Required action
Give every line of the data again, exactly as it is written.

Dataset entries
···

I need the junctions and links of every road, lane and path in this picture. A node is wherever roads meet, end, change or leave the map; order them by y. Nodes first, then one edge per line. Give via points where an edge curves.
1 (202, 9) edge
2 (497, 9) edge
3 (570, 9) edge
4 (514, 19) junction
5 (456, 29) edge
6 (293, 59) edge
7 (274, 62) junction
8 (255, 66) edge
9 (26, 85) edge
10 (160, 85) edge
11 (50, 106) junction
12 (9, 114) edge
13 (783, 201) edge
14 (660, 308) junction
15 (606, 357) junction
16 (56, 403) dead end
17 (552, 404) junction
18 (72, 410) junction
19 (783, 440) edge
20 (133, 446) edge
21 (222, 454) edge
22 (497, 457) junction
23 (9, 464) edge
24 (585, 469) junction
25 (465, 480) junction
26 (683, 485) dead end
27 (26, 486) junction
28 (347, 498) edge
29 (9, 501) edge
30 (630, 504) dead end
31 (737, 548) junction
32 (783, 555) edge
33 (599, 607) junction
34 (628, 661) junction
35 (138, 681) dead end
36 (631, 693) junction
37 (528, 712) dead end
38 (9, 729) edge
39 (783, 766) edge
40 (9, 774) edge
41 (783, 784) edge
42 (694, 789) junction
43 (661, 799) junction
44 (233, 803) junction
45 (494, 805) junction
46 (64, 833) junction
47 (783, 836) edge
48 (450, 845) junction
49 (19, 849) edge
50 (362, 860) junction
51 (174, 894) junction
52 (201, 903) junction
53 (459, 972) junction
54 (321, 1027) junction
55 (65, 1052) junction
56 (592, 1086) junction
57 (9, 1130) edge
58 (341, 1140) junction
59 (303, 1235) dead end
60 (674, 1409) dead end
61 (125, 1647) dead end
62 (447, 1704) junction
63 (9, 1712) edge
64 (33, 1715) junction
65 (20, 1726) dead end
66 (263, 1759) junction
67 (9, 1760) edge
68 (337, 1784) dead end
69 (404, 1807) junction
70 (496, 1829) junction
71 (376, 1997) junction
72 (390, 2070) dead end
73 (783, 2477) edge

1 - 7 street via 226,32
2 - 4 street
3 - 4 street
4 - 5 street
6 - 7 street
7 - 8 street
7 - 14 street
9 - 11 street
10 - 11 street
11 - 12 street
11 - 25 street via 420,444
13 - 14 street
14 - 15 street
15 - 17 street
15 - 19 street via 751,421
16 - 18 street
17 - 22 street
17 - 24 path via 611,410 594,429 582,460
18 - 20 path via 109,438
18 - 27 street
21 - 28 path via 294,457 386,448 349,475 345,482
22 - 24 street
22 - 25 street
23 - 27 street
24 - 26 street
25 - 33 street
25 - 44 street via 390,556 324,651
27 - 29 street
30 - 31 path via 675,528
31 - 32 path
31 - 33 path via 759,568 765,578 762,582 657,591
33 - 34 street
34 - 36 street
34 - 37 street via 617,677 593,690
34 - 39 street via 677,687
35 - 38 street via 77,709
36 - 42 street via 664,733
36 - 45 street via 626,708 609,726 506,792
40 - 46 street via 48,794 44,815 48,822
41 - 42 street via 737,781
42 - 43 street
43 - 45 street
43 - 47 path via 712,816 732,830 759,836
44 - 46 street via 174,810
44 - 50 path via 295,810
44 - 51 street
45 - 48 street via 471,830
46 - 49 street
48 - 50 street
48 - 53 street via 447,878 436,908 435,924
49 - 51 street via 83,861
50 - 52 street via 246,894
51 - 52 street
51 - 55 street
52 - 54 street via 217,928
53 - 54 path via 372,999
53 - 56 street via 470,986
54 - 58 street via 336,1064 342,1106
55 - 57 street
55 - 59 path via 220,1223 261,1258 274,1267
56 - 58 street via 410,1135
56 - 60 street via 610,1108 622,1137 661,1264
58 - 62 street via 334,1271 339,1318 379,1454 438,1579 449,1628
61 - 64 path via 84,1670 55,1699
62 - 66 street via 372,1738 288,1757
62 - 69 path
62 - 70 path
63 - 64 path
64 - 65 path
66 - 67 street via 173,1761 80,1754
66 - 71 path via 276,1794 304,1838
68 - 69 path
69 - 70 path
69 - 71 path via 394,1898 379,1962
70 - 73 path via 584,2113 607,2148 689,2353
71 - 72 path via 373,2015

···

Answer space
I need the junctions and links of every road, lane and path in this picture. A node is wherever roads meet, end, change or leave the map; order them by y. Nodes first, then one edge per line. Give via points where an edge curves.
1 (202, 9) edge
2 (497, 9) edge
3 (570, 9) edge
4 (514, 19) junction
5 (456, 29) edge
6 (293, 59) edge
7 (274, 62) junction
8 (255, 66) edge
9 (26, 85) edge
10 (160, 85) edge
11 (50, 106) junction
12 (9, 114) edge
13 (783, 201) edge
14 (660, 308) junction
15 (606, 357) junction
16 (56, 403) dead end
17 (552, 404) junction
18 (72, 410) junction
19 (783, 440) edge
20 (133, 446) edge
21 (222, 454) edge
22 (497, 457) junction
23 (9, 464) edge
24 (585, 469) junction
25 (465, 480) junction
26 (683, 485) dead end
27 (26, 486) junction
28 (347, 498) edge
29 (9, 501) edge
30 (630, 504) dead end
31 (737, 548) junction
32 (783, 555) edge
33 (599, 607) junction
34 (628, 661) junction
35 (138, 681) dead end
36 (631, 693) junction
37 (528, 712) dead end
38 (9, 729) edge
39 (783, 766) edge
40 (9, 774) edge
41 (783, 784) edge
42 (694, 789) junction
43 (661, 799) junction
44 (233, 803) junction
45 (494, 805) junction
46 (64, 833) junction
47 (783, 836) edge
48 (450, 845) junction
49 (19, 849) edge
50 (362, 860) junction
51 (174, 894) junction
52 (201, 903) junction
53 (459, 972) junction
54 (321, 1027) junction
55 (65, 1052) junction
56 (592, 1086) junction
57 (9, 1130) edge
58 (341, 1140) junction
59 (303, 1235) dead end
60 (674, 1409) dead end
61 (125, 1647) dead end
62 (447, 1704) junction
63 (9, 1712) edge
64 (33, 1715) junction
65 (20, 1726) dead end
66 (263, 1759) junction
67 (9, 1760) edge
68 (337, 1784) dead end
69 (404, 1807) junction
70 (496, 1829) junction
71 (376, 1997) junction
72 (390, 2070) dead end
73 (783, 2477) edge

1 - 7 street via 226,32
2 - 4 street
3 - 4 street
4 - 5 street
6 - 7 street
7 - 8 street
7 - 14 street
9 - 11 street
10 - 11 street
11 - 12 street
11 - 25 street via 420,444
13 - 14 street
14 - 15 street
15 - 17 street
15 - 19 street via 751,421
16 - 18 street
17 - 22 street
17 - 24 path via 611,410 594,429 582,460
18 - 20 path via 109,438
18 - 27 street
21 - 28 path via 294,457 386,448 349,475 345,482
22 - 24 street
22 - 25 street
23 - 27 street
24 - 26 street
25 - 33 street
25 - 44 street via 390,556 324,651
27 - 29 street
30 - 31 path via 675,528
31 - 32 path
31 - 33 path via 759,568 765,578 762,582 657,591
33 - 34 street
34 - 36 street
34 - 37 street via 617,677 593,690
34 - 39 street via 677,687
35 - 38 street via 77,709
36 - 42 street via 664,733
36 - 45 street via 626,708 609,726 506,792
40 - 46 street via 48,794 44,815 48,822
41 - 42 street via 737,781
42 - 43 street
43 - 45 street
43 - 47 path via 712,816 732,830 759,836
44 - 46 street via 174,810
44 - 50 path via 295,810
44 - 51 street
45 - 48 street via 471,830
46 - 49 street
48 - 50 street
48 - 53 street via 447,878 436,908 435,924
49 - 51 street via 83,861
50 - 52 street via 246,894
51 - 52 street
51 - 55 street
52 - 54 street via 217,928
53 - 54 path via 372,999
53 - 56 street via 470,986
54 - 58 street via 336,1064 342,1106
55 - 57 street
55 - 59 path via 220,1223 261,1258 274,1267
56 - 58 street via 410,1135
56 - 60 street via 610,1108 622,1137 661,1264
58 - 62 street via 334,1271 339,1318 379,1454 438,1579 449,1628
61 - 64 path via 84,1670 55,1699
62 - 66 street via 372,1738 288,1757
62 - 69 path
62 - 70 path
63 - 64 path
64 - 65 path
66 - 67 street via 173,1761 80,1754
66 - 71 path via 276,1794 304,1838
68 - 69 path
69 - 70 path
69 - 71 path via 394,1898 379,1962
70 - 73 path via 584,2113 607,2148 689,2353
71 - 72 path via 373,2015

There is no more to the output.